We are in the Campo de Borja wine region, a land of old and forgotten garnachas bush at the foot of the Moncayo. Mandan cooperatives, but there are also small developers like Peter Aibar. Of its seven hectares of vineyards, are modest but cutting-edge facilities, develops Payments Moncayo, a magnificent red-adjusted price. And if we aspire to excellence, we visit the winery Alto Moncayo, created by Jorge Ordonez and Borsao. Its wine Aquilon is one of the best in the country. That itself is expensive, very expensive.

Wine route in Girona:

Girona is a city of rivers, discussed and disputed, Girona knows fences, sieges and suffering. As the Sephardi community, the most flourishing of Catalonia. In the year 890 settled there the first 25 families from Emporda, land of wine and food. Good winemakers, merchants and skilled craftsmen outstanding contributed to the prosperity of the city, which paid them with equal and peaceful coexistence. Until the year 1448 were cornered intolerance, held in the Call, name given to the Jewish neighborhoods in Catalonia. You have to slow down the pace in one of cobbled streets, as the Carrer Sant Llorenç, climb the steep stairs, patios and porches across to reach the former synagogue, now the seat of Bonastruc ça Porta Centre and Museum of History of the Jews of Catalonia, which houses a magnificent collection of gravestones and tombstones of the Jewish cemetery of Montjuïc. And from the Carrer de la Força, the Via Augusta Roman Lluís Batlle walk, old street of the synagogue, or the Call Major Judaic, at the end of which was the medieval Jewish market.

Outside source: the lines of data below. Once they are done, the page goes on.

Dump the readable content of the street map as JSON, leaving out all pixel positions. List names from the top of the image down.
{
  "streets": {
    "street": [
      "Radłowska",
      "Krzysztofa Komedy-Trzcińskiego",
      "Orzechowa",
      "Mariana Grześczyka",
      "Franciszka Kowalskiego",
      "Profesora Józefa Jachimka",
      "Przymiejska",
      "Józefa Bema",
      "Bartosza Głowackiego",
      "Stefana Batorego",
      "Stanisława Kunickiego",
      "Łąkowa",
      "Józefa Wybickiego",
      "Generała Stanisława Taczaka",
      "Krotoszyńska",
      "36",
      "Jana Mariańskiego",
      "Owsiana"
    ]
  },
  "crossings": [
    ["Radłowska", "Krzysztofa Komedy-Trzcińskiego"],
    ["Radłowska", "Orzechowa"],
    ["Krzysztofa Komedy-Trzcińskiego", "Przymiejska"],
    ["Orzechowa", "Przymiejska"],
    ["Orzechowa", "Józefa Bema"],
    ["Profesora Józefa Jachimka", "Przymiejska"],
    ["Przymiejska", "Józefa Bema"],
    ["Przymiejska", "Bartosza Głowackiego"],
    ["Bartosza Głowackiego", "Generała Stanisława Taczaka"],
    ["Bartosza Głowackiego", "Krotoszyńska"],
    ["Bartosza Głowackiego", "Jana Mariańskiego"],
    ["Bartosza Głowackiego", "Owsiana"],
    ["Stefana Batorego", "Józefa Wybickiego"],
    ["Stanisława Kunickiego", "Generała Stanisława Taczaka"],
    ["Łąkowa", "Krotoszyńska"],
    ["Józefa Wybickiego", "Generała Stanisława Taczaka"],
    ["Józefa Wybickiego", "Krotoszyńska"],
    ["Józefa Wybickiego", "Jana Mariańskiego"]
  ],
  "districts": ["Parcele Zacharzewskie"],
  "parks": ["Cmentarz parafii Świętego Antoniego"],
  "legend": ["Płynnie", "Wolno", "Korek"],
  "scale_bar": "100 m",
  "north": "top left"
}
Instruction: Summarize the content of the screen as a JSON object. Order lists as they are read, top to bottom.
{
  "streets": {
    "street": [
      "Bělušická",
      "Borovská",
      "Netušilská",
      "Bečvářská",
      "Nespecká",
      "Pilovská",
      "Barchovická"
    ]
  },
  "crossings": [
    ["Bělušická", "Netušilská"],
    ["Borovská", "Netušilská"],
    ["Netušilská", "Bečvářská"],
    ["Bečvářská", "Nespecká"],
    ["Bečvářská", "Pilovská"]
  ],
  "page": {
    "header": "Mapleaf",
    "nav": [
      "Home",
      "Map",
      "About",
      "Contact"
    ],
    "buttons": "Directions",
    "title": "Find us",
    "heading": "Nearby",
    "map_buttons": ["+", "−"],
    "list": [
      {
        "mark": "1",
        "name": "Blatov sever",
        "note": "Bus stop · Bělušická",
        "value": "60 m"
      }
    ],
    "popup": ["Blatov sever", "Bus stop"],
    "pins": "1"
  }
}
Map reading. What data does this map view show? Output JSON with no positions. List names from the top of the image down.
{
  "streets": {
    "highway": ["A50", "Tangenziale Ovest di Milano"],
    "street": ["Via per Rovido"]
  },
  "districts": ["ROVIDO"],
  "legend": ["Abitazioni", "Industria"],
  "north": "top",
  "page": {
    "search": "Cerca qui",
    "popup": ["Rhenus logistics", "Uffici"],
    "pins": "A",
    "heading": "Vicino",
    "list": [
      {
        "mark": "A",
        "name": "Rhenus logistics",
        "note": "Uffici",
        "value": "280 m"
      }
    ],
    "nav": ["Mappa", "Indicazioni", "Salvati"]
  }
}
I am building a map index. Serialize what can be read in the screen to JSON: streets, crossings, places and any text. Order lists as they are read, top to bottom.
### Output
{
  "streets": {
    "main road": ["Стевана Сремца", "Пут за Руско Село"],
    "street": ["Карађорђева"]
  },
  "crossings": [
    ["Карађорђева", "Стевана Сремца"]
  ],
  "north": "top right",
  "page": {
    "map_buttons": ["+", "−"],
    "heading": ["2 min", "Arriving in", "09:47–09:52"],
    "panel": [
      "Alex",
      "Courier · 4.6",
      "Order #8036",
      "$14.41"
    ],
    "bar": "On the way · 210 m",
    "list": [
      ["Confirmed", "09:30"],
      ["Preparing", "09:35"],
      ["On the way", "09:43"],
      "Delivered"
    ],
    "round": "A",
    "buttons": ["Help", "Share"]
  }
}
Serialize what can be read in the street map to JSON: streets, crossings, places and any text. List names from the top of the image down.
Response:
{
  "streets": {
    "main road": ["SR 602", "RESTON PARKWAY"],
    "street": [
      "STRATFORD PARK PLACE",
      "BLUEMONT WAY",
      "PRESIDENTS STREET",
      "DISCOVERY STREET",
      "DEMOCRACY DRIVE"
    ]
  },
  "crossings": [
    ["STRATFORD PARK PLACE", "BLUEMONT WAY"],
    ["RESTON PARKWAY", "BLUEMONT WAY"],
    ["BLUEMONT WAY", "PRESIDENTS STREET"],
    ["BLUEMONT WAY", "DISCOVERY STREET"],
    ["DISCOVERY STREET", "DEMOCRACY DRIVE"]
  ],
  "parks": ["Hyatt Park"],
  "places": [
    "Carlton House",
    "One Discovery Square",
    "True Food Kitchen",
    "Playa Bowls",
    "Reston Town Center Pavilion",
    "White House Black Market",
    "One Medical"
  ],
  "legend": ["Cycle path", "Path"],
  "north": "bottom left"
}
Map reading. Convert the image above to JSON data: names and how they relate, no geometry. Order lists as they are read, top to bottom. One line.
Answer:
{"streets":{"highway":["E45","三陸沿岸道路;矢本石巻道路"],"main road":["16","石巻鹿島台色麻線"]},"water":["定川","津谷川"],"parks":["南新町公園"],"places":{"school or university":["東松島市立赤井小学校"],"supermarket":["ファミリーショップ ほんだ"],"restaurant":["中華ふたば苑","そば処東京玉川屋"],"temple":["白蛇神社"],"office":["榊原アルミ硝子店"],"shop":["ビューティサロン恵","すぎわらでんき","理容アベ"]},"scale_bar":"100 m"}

Here you will find one of the new wines of Emporda, grapes ripened under the influence of the Tramontana, altering minds and vegetative cycles. There are wineries worth a visit. The most important and innovative is Castillo de Peralada. There are two recommended wines Ex EX 7, or Finca Garbet. Then, close to the vineyards of Celler Oliver Conti, in the Alt Emporda. Settle in areas rich in flint that allow the miracle of minerality. And has rooms to stay.